Kelly Cays left the wedding gown she had just picked up from the bridal store in the back of her Jeep after getting home late one night last month. She planned to leave early the next morning and take the gown to her parents' home.
“The next morning my car was gone, with my dress in it,” she told TODAY.com.
Cays panicked. She immediately called her fiancé and asked if he had moved her car or driven it to work. She then called police after circling her entire apartment complex.
“The first thing I said was, ‘My dress is gone.’ I didn’t even say my car. They didn’t know what I was talking about,” the Colorado Springs, Colo., resident said. “And then I explained, it was in my car, which is also gone.”
The $1,800 gown had just been paid off by her twin aunts in New York as a wedding gift. Cays, 22, and her fiancé, Zach Rose, immediately began making calls to area consignment stores and pawn shops, hoping to find the gown there. They came up empty handed.
Ten days after the March 14 theft, police found Cays’ vehicle in a nearby residential alley. The Jeep was empty and trashed. Not only was Cays out of a wedding dress, she also had to shell out money to fix her damaged car and a rental vehicle she could use in the meantime.
“It was extremely stressful. We were wondering, where is all this money going to come from," she said.
Initially, her aunt expected the credit card company to replace the stolen dress as part of an insurance policy, but Cays learned the company would only cover the last payment on the gown – which came to roughly $800.
So Cays started looking at other, less expensive gowns. But she couldn’t forget about the one she had, a strapless, all-lace gown that looked strikingly similar to the one her grandmother wore at her own wedding 60 years ago. Her grandmother recently passed away after an unexpected illness.
"When I went back and saw the dress again, I still felt like, ‘Oh she’s going to be there that day,'” Cays said. “I still felt like I had this connection.”
With the help of her aunts, Cays made a modest deposit on the same gown and a payment arrangement with the bridal store where she bought it.
Around the same time, Cays' fiancé called the local Colorado Springs newspaper and told them what happened. He initially hoped someone reading the story would help track down the dress. Instead, Cays got offers from more than a dozen women willing to loan her or give away their own wedding gowns.
But Cays, who is 5-foot-1, declined the offers because of the major alterations she likely would have had to make. She also said that finding the right wedding dress is like finding the right man.
"You just know when it's the one and I couldn't imagine anything different," she said, while expressing thanks to all the woman who offered to help. "I’m grateful there are people that wonderful in the world."
Then Cays got a call from the bridal store manager.
"She said that she had amazing news and that someone had come in and anonymouslypaid off my dress,” she said. “I just started crying. I’m just so thankful. They don’t even know me, and it was a wonderful thing to do."
Cays calls her benefactress her "wedding angel" and would love to thank her in person. “I’m so, so grateful,” she said. “If I can find her, she can come to the wedding.”

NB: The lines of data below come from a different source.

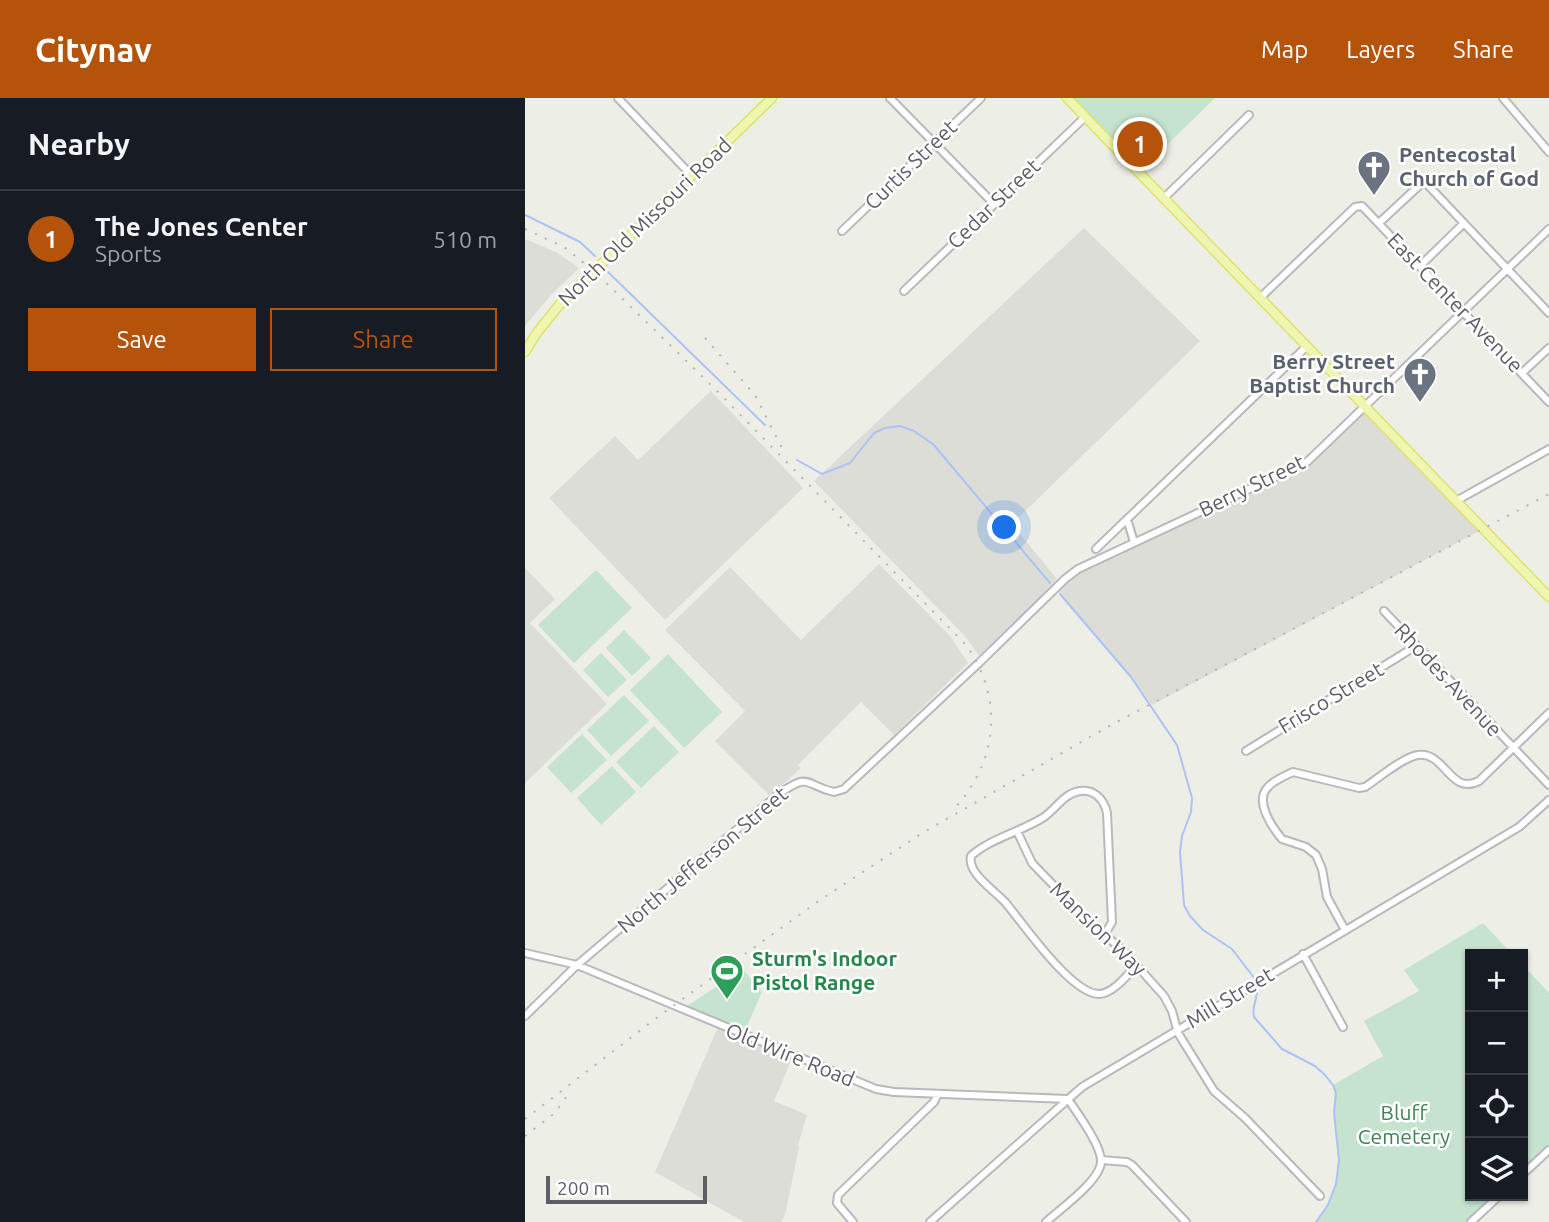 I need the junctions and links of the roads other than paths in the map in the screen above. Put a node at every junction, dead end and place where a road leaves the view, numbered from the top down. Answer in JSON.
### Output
{"nodes":[{"id":1,"x":618,"y":98,"type":"edge"},
{"id":2,"x":772,"y":98,"type":"edge"},
{"id":3,"x":890,"y":98,"type":"edge"},
{"id":4,"x":981,"y":98,"type":"edge"},
{"id":5,"x":1067,"y":98,"type":"edge"},
{"id":6,"x":1503,"y":98,"type":"edge"},
{"id":7,"x":1249,"y":115,"type":"dead end"},
{"id":8,"x":1085,"y":117,"type":"junction"},
{"id":9,"x":934,"y":143,"type":"junction"},
{"id":10,"x":1549,"y":152,"type":"edge"},
{"id":11,"x":692,"y":176,"type":"junction"},
{"id":12,"x":1164,"y":198,"type":"junction"},
{"id":13,"x":994,"y":204,"type":"junction"},
{"id":14,"x":1379,"y":223,"type":"junction"},
{"id":15,"x":1464,"y":223,"type":"junction"},
{"id":16,"x":1549,"y":229,"type":"edge"},
{"id":17,"x":842,"y":231,"type":"dead end"},
{"id":18,"x":1420,"y":266,"type":"junction"},
{"id":19,"x":1507,"y":269,"type":"junction"},
{"id":20,"x":904,"y":291,"type":"dead end"},
{"id":21,"x":1261,"y":298,"type":"junction"},
{"id":22,"x":1463,"y":311,"type":"junction"},
{"id":23,"x":1549,"y":313,"type":"edge"},
{"id":24,"x":1307,"y":346,"type":"junction"},
{"id":25,"x":1549,"y":348,"type":"edge"},
{"id":26,"x":525,"y":352,"type":"edge"},
{"id":27,"x":1522,"y":373,"type":"junction"},
{"id":28,"x":1549,"y":402,"type":"edge"},
{"id":29,"x":1365,"y":407,"type":"junction"},
{"id":30,"x":1549,"y":449,"type":"edge"},
{"id":31,"x":1456,"y":501,"type":"junction"},
{"id":32,"x":1127,"y":519,"type":"junction"},
{"id":33,"x":1134,"y":542,"type":"junction"},
{"id":34,"x":1096,"y":549,"type":"dead end"},
{"id":35,"x":1052,"y":591,"type":"joint"},
{"id":36,"x":1549,"y":597,"type":"edge"},
{"id":37,"x":1384,"y":611,"type":"dead end"},
{"id":38,"x":1416,"y":646,"type":"junction"},
{"id":39,"x":1549,"y":713,"type":"edge"},
{"id":40,"x":1513,"y":748,"type":"junction"},
{"id":41,"x":1246,"y":751,"type":"dead end"},
{"id":42,"x":1549,"y":785,"type":"edge"},
{"id":43,"x":1549,"y":800,"type":"edge"},
{"id":44,"x":1017,"y":831,"type":"junction"},
{"id":45,"x":1345,"y":930,"type":"junction"},
{"id":46,"x":1105,"y":934,"type":"junction"},
{"id":47,"x":525,"y":953,"type":"edge"},
{"id":48,"x":1303,"y":954,"type":"junction"},
{"id":49,"x":577,"y":965,"type":"junction"},
{"id":50,"x":1137,"y":965,"type":"junction"},
{"id":51,"x":525,"y":1016,"type":"edge"},
{"id":52,"x":1343,"y":1027,"type":"dead end"},
{"id":53,"x":1177,"y":1028,"type":"junction"},
{"id":54,"x":939,"y":1094,"type":"junction"},
{"id":55,"x":1068,"y":1098,"type":"junction"},
{"id":56,"x":1549,"y":1150,"type":"edge"},
{"id":57,"x":1101,"y":1160,"type":"junction"},
{"id":58,"x":1528,"y":1169,"type":"edge"},
{"id":59,"x":1320,"y":1196,"type":"dead end"},
{"id":60,"x":1494,"y":1201,"type":"edge"},
{"id":61,"x":853,"y":1222,"type":"edge"},
{"id":62,"x":930,"y":1222,"type":"edge"},
{"id":63,"x":1046,"y":1222,"type":"edge"},
{"id":64,"x":1187,"y":1222,"type":"edge"},
{"id":65,"x":1471,"y":1222,"type":"edge"}],
"edges":[{"from":1,"to":11,"type":"street"},
{"from":2,"to":11,"type":"main road","name":"North Old Missouri Road"},
{"from":3,"to":9,"type":"street"},
{"from":4,"to":9,"type":"street","name":"Curtis Street"},
{"from":5,"to":8,"type":"main road"},
{"from":6,"to":10,"type":"street"},
{"from":7,"to":12,"type":"street"},
{"from":8,"to":12,"type":"main road"},
{"from":8,"to":13,"type":"street","name":"Cedar Street"},
{"from":9,"to":13,"type":"street"},
{"from":9,"to":17,"type":"street","name":"Curtis Street"},
{"from":11,"to":26,"type":"main road","name":"North Old Missouri Road"},
{"from":12,"to":21,"type":"main road"},
{"from":13,"to":20,"type":"street","name":"Cedar Street"},
{"from":14,"to":15,"type":"street"},
{"from":14,"to":18,"type":"street","name":"East Center Avenue"},
{"from":14,"to":21,"type":"street","name":"East Center Avenue"},
{"from":15,"to":18,"type":"street"},
{"from":15,"to":19,"type":"street"},
{"from":16,"to":19,"type":"street","name":"Berry Street"},
{"from":18,"to":22,"type":"street","name":"East Center Avenue"},
{"from":19,"to":22,"type":"street","name":"Berry Street"},
{"from":19,"to":23,"type":"street"},
{"from":21,"to":24,"type":"main road"},
{"from":22,"to":27,"type":"street","name":"East Center Avenue"},
{"from":22,"to":29,"type":"street","name":"Berry Street"},
{"from":24,"to":29,"type":"main road"},
{"from":24,"to":32,"type":"street"},
{"from":25,"to":27,"type":"street"},
{"from":27,"to":28,"type":"street","name":"East Center Avenue"},
{"from":29,"to":31,"type":"main road"},
{"from":29,"to":33,"type":"street","name":"Berry Street"},
{"from":30,"to":31,"type":"street"},
{"from":31,"to":36,"type":"main road"},
{"from":32,"to":33,"type":"street"},
{"from":32,"to":34,"type":"street"},
{"from":33,"to":35,"type":"street","name":"Berry Street"},
{"from":35,"to":49,"type":"street","name":"North Jefferson Street"},
{"from":37,"to":38,"type":"street","name":"Rhodes Avenue"},
{"from":38,"to":40,"type":"street","name":"Rhodes Avenue"},
{"from":38,"to":41,"type":"street","name":"Frisco Street"},
{"from":39,"to":40,"type":"street"},
{"from":40,"to":42,"type":"street","name":"Rhodes Avenue"},
{"from":40,"to":45,"type":"street","name":"Rhodes Avenue"},
{"from":43,"to":45,"type":"street","name":"Mill Street"},
{"from":44,"to":46,"type":"street","name":"Mansion Way"},
{"from":44,"to":46,"type":"street"},
{"from":44,"to":50,"type":"street"},
{"from":45,"to":48,"type":"street","name":"Mill Street"},
{"from":46,"to":50,"type":"street","name":"Mansion Way"},
{"from":47,"to":49,"type":"street","name":"Old Wire Road"},
{"from":48,"to":52,"type":"street"},
{"from":48,"to":53,"type":"street","name":"Mill Street"},
{"from":49,"to":51,"type":"street","name":"North Jefferson Street"},
{"from":49,"to":54,"type":"street","name":"Old Wire Road"},
{"from":50,"to":53,"type":"street","name":"Mansion Way"},
{"from":53,"to":55,"type":"street","name":"Mill Street"},
{"from":53,"to":59,"type":"street","name":"Mansion Way"},
{"from":54,"to":55,"type":"street","name":"Old Wire Road"},
{"from":54,"to":61,"type":"street"},
{"from":55,"to":57,"type":"street"},
{"from":55,"to":62,"type":"street","name":"Mill Street"},
{"from":56,"to":58,"type":"street"},
{"from":57,"to":63,"type":"street"},
{"from":57,"to":64,"type":"street"},
{"from":60,"to":65,"type":"street"}]} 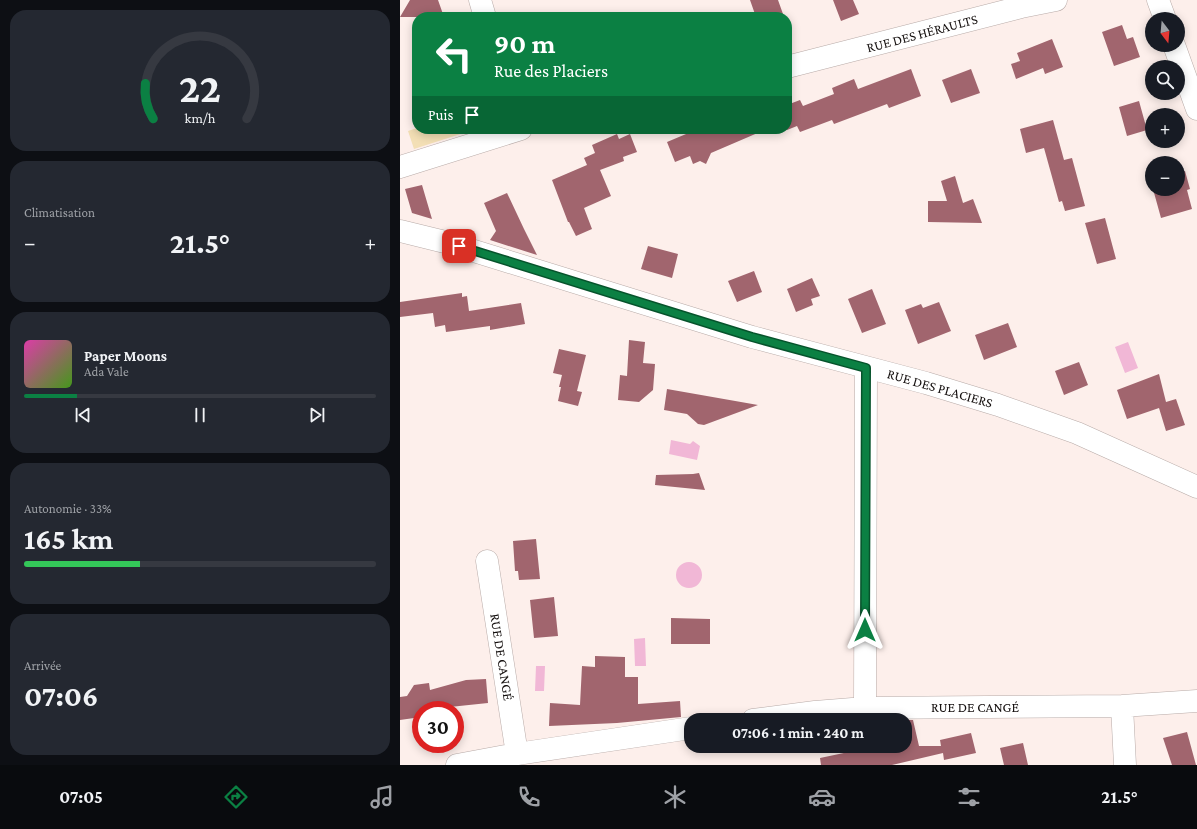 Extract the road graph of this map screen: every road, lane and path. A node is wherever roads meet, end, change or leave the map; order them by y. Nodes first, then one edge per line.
1 (480, 0) edge
2 (1056, 0) edge
3 (1158, 0) edge
4 (484, 12) edge
5 (1162, 12) edge
6 (1177, 52) edge
7 (792, 66) edge
8 (1197, 109) edge
9 (503, 134) edge
10 (400, 167) edge
11 (400, 230) edge
12 (866, 368) junction
13 (1197, 487) edge
14 (487, 561) dead end
15 (1197, 701) edge
16 (1122, 706) junction
17 (865, 708) junction
18 (807, 713) edge
19 (684, 729) edge
20 (517, 754) junction
21 (457, 765) edge
22 (1125, 765) edge

1 - 4 street
2 - 7 street, RUE DES HÉRAULTS
3 - 5 street
6 - 8 street
9 - 10 street
11 - 12 street, RUE DES PLACIERS
12 - 13 street, RUE DES PLACIERS
12 - 17 street
14 - 20 street, RUE DE CANGÉ
15 - 16 street, RUE DE CANGÉ
16 - 17 street, RUE DE CANGÉ
16 - 22 street
17 - 18 street, RUE DE CANGÉ
19 - 20 street
20 - 21 street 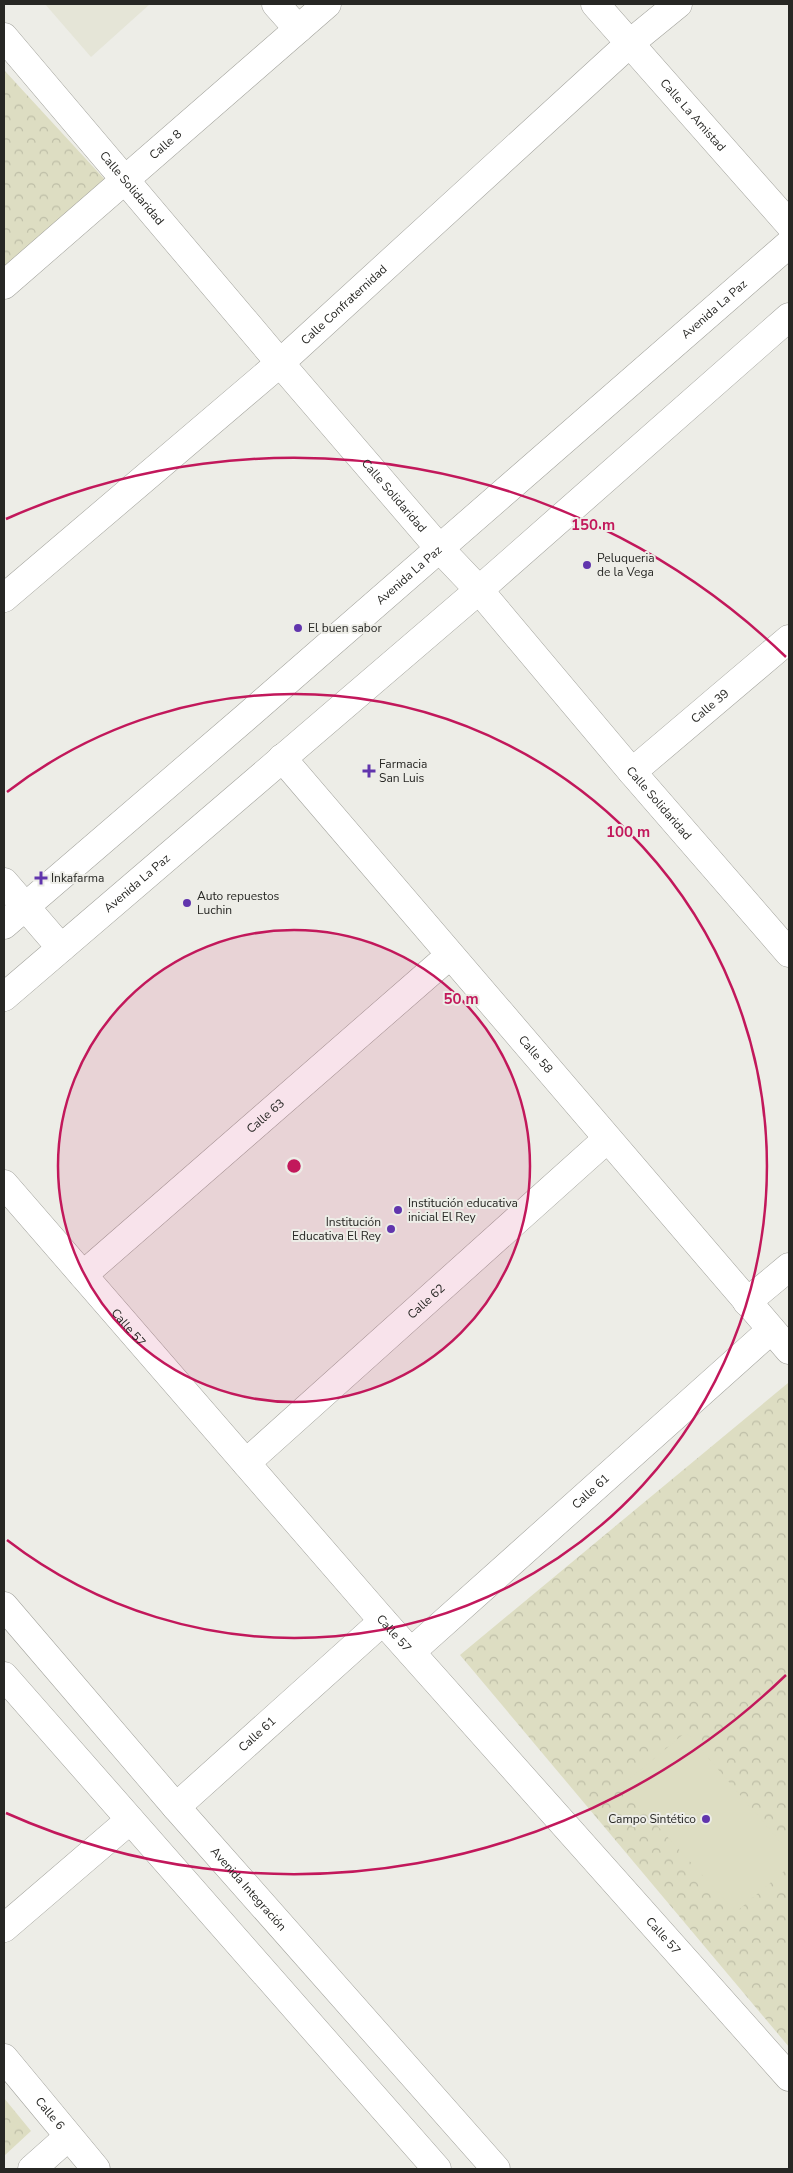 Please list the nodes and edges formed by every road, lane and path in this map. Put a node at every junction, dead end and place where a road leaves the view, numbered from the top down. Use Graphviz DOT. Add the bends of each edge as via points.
graph roads {
  1 [pos="276,4"];
  2 [pos="327,4"];
  3 [pos="595,4"];
  4 [pos="678,4"];
  5 [pos="298,29"];
  6 [pos="4,37"];
  7 [pos="629,44"];
  8 [pos="125,180"];
  9 [pos="789,224"];
  10 [pos="789,244"];
  11 [pos="4,285"];
  12 [pos="789,317"];
  13 [pos="280,363"];
  14 [pos="440,549"];
  15 [pos="479,590"];
  16 [pos="4,598"];
  17 [pos="789,639"];
  18 [pos="282,758"];
  19 [pos="632,772"];
  20 [pos="4,882"];
  21 [pos="24,907"];
  22 [pos="4,925"];
  23 [pos="61,948"];
  24 [pos="789,952"];
  25 [pos="449,956"];
  26 [pos="4,997"];
  27 [pos="607,1138"];
  28 [pos="4,1184"];
  29 [pos="789,1267"];
  30 [pos="83,1275"];
  31 [pos="747,1302"];
  32 [pos="771,1330"];
  33 [pos="789,1350"];
  34 [pos="246,1463"];
  35 [pos="4,1606"];
  36 [pos="383,1621"];
  37 [pos="411,1652"];
  38 [pos="4,1676"];
  39 [pos="176,1807"];
  40 [pos="130,1820"];
  41 [pos="4,1928"];
  42 [pos="4,2058"];
  43 [pos="789,2077"];
  44 [pos="68,2137"];
  45 [pos="32,2169"];
  46 [pos="96,2169"];
  47 [pos="437,2169"];
  48 [pos="496,2169"];
  1 -- 5 [label="street"];
  2 -- 5 [label="street, Calle 8"];
  3 -- 7 [label="street, Calle La Amistad"];
  4 -- 7 [label="street, Calle Confraternidad"];
  5 -- 8 [label="street, Calle 8"];
  6 -- 8 [label="street, Calle Solidaridad"];
  7 -- 9 [label="street, Calle La Amistad"];
  7 -- 13 [label="street, Calle Confraternidad"];
  8 -- 11 [label="street, Calle 8"];
  8 -- 13 [label="street, Calle Solidaridad"];
  10 -- 14 [label="street, Avenida La Paz"];
  12 -- 15 [label="street, Avenida La Paz"];
  13 -- 14 [label="street, Calle Solidaridad"];
  13 -- 16 [label="street, Calle Confraternidad"];
  14 -- 15 [label="street, Calle Solidaridad"];
  14 -- 21 [label="street, Avenida La Paz"];
  15 -- 18 [label="street, Avenida La Paz"];
  15 -- 19 [label="street, Calle Solidaridad"];
  17 -- 19 [label="street, Calle 39"];
  18 -- 23 [label="street, Avenida La Paz"];
  18 -- 25 [label="street, Calle 58"];
  19 -- 24 [label="street, Calle Solidaridad"];
  20 -- 21 [label="street"];
  21 -- 22 [label="street, Avenida La Paz"];
  21 -- 23 [label="street"];
  23 -- 26 [label="street, Avenida La Paz"];
  25 -- 27 [label="street, Calle 58"];
  25 -- 30 [label="street, Calle 63"];
  27 -- 31 [label="street, Calle 58"];
  27 -- 34 [label="street, Calle 62"];
  28 -- 30 [label="street, Calle 57"];
  29 -- 31 [label="street"];
  30 -- 34 [label="street, Calle 57"];
  31 -- 32 [label="street, Calle 58"];
  32 -- 33 [label="street, Calle 58"];
  32 -- 37 [label="street, Calle 61"];
  34 -- 36 [label="street, Calle 57"];
  35 -- 39 [label="street, Avenida Integración"];
  36 -- 37 [label="street, Calle 57"];
  36 -- 39 [label="street, Calle 61"];
  37 -- 43 [label="street, Calle 57"];
  38 -- 40 [label="street"];
  39 -- 48 [label="street, Avenida Integración"];
  40 -- 41 [label="street"];
  40 -- 47 [label="street"];
  42 -- 44 [label="street, Calle 6"];
  44 -- 45 [label="street"];
  44 -- 46 [label="street, Calle 6"];
}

Sarah Steinmeier, the bridal consultant working with Cays at Danelle’s Bridal Boutique, said the unidentified woman walked into the store on March 29 and asked about the dress. She then paid off the remaining $1,400 balance.
“The donor’s niece had bought her dress here and they all had a great experience," Steinmeier said. “She said, ‘My niece had the perfect day. I want Kelly to have the perfect day.’”
Cays joked that when her gown comes in some time within the next week or two, she plans to sleep with it until she gets married on June 14.
"It will be going straight to my mom's house so her and my parents' dog can keep watch over it," she said. "I'm sure it is just going to be even more special when I get to see it again with everything that has happened."